PCIe x1 is 2.5 Gbit/sec, and higher PCI ratings accordingly.

But that leaves some questions:

1) what is the total bandwidth that the switch can handle? Is that specified in the standard is is that a matter of each implementation being free to offer as much as they can?

Up to the switch, although obviously it should offer at least enough throughput for an x16 connection if it intends to provide an x16 port, and more than that if it wants to support multiple ports at full speed simultaneously.

2) what happens if several PCIe devices all want to force data on the switch? How does the switch prioritise this? Is the switch getting advance notice of incoming packets so that it can make a decision? Is that under OS control?

I believe there's some sort of QOS built into the PCIe spec, but I'd have to go digging through their technical documents to figure out exactly what they do.

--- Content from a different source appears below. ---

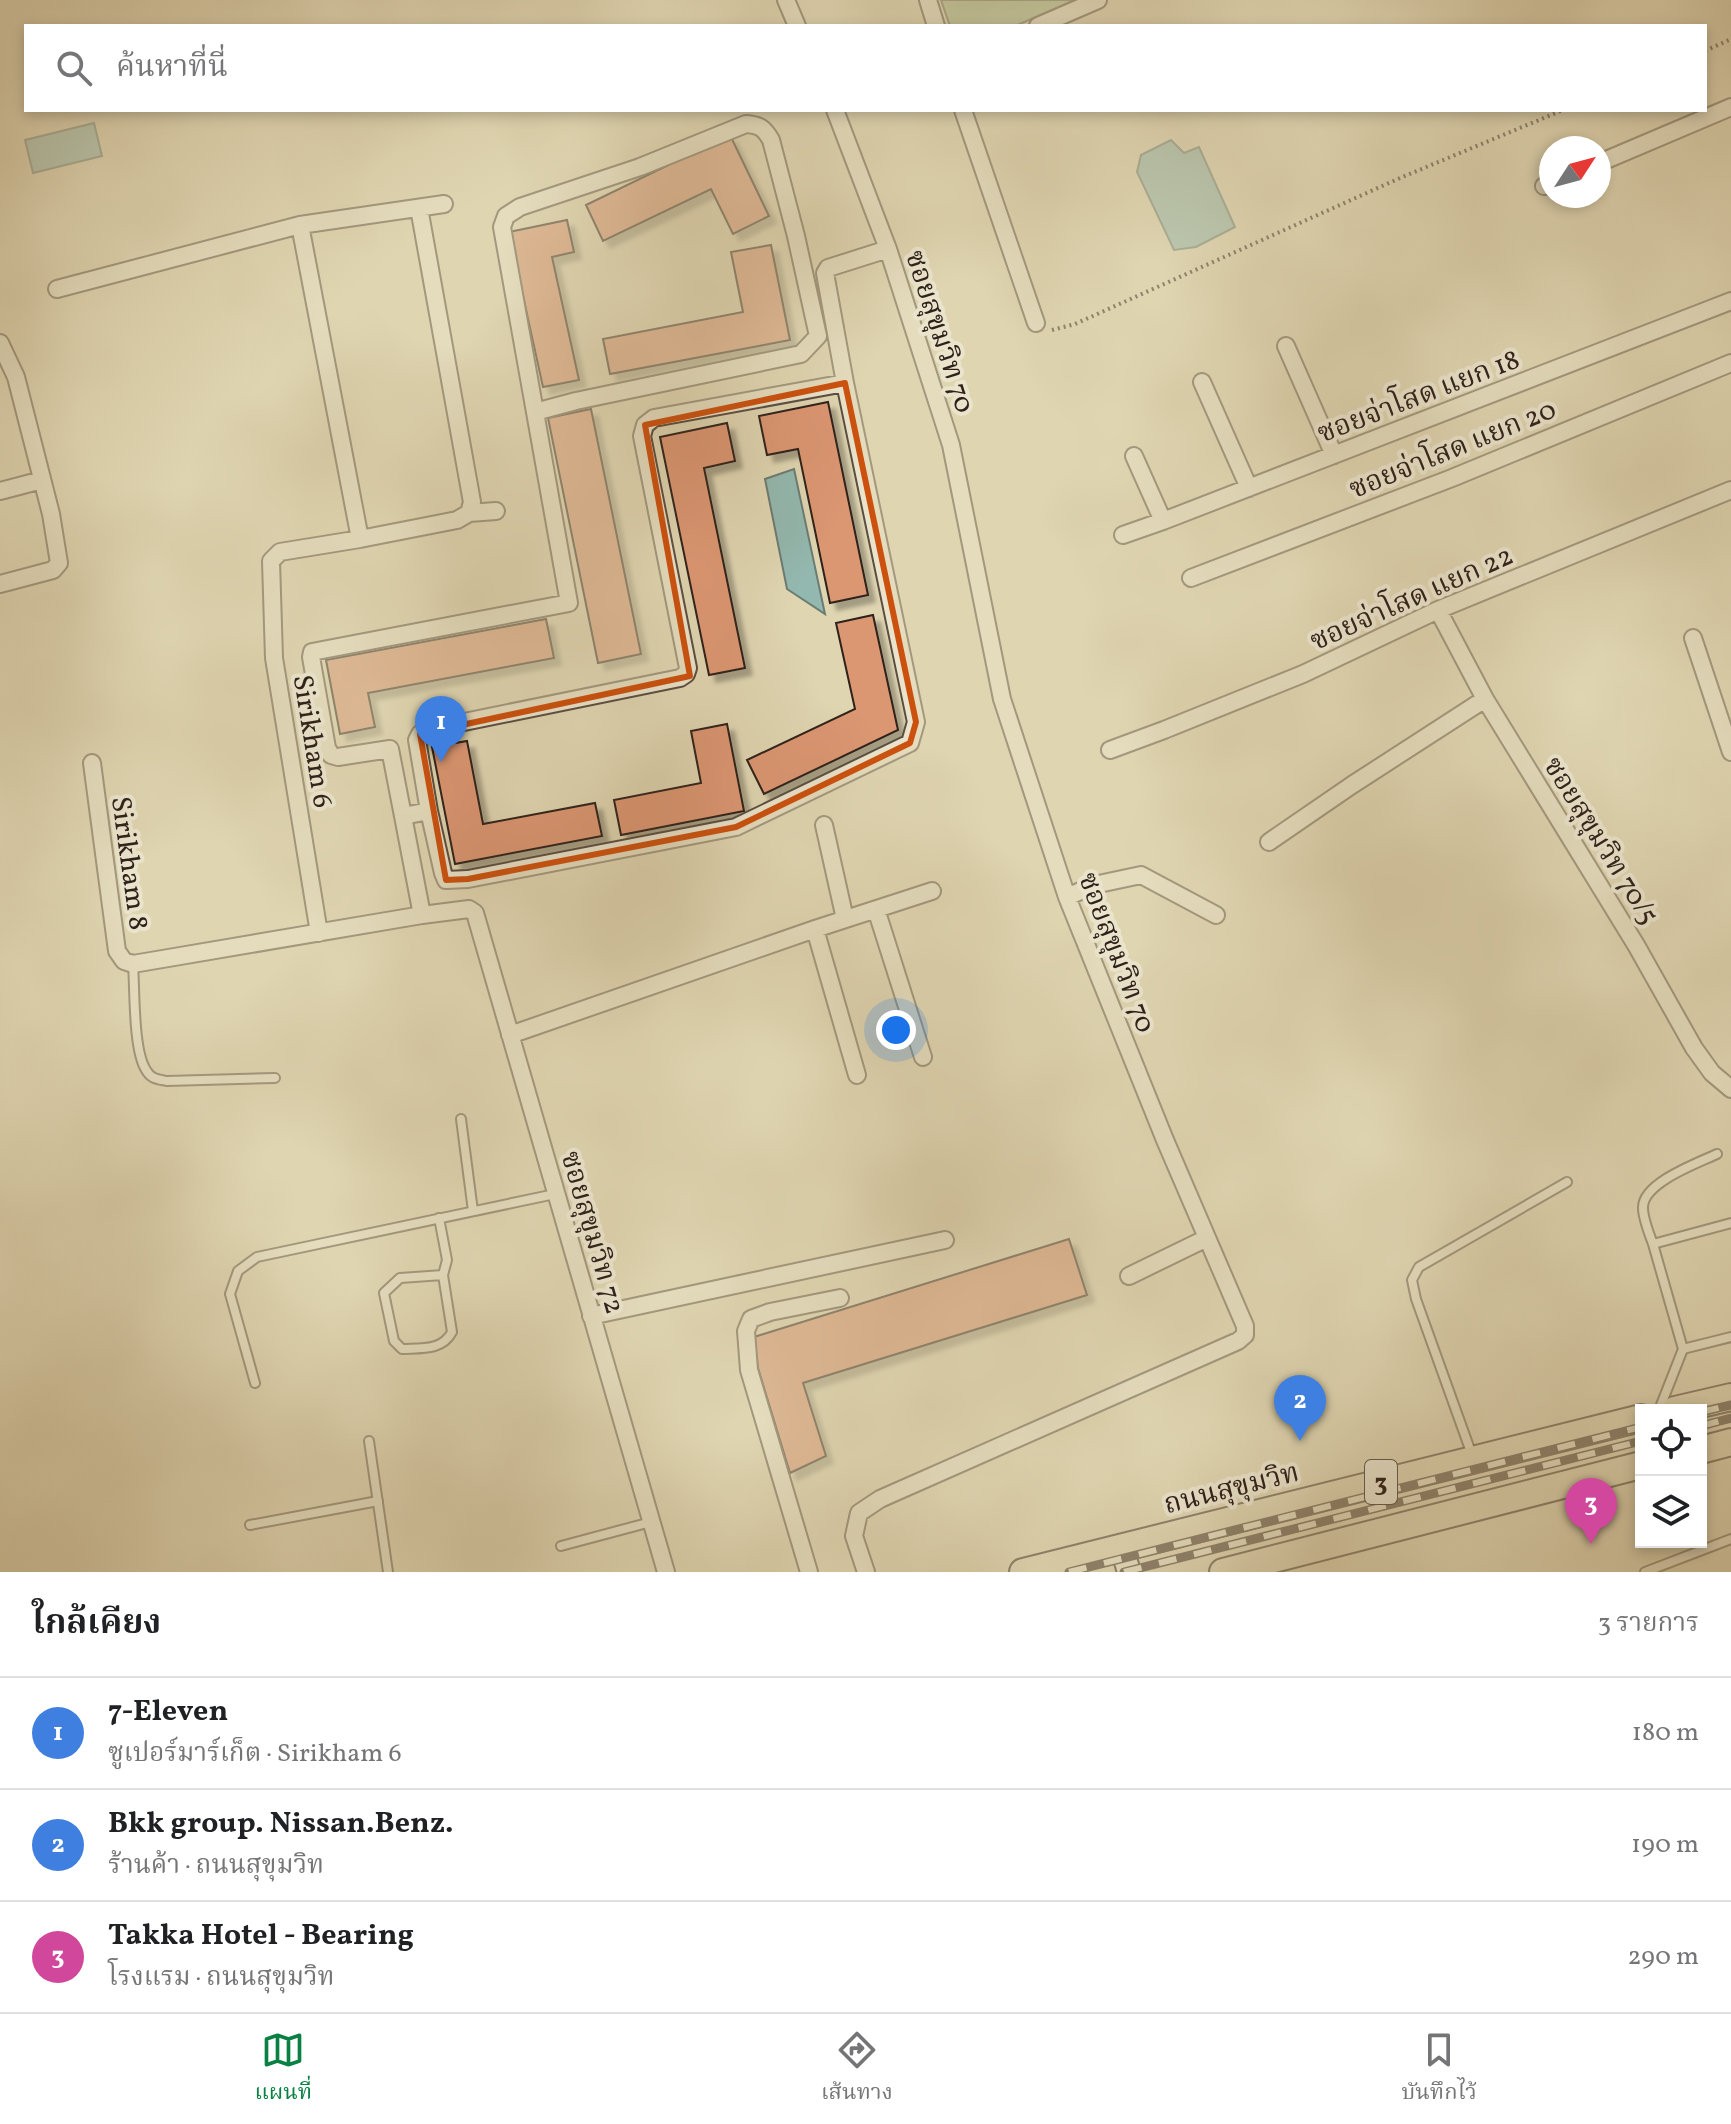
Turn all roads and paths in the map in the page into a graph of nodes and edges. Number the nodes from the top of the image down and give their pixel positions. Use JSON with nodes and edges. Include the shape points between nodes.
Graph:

The exact implementation may be left up to the switch designer; there are a variety of techniques that could be used to ensure that no devices are starved for access to the CPU.

Switches can't get 'advance notice' of packet-based communications; how exactly would you send the notification except via a data packet? :p

Unreleated to this, but fits in: if you have PCI-X of some rating, is that always a totally seperate bus from PCI? If you have 32bit/33MHz PCI and PCI-X in one machine, does it always have at least two PCI busses?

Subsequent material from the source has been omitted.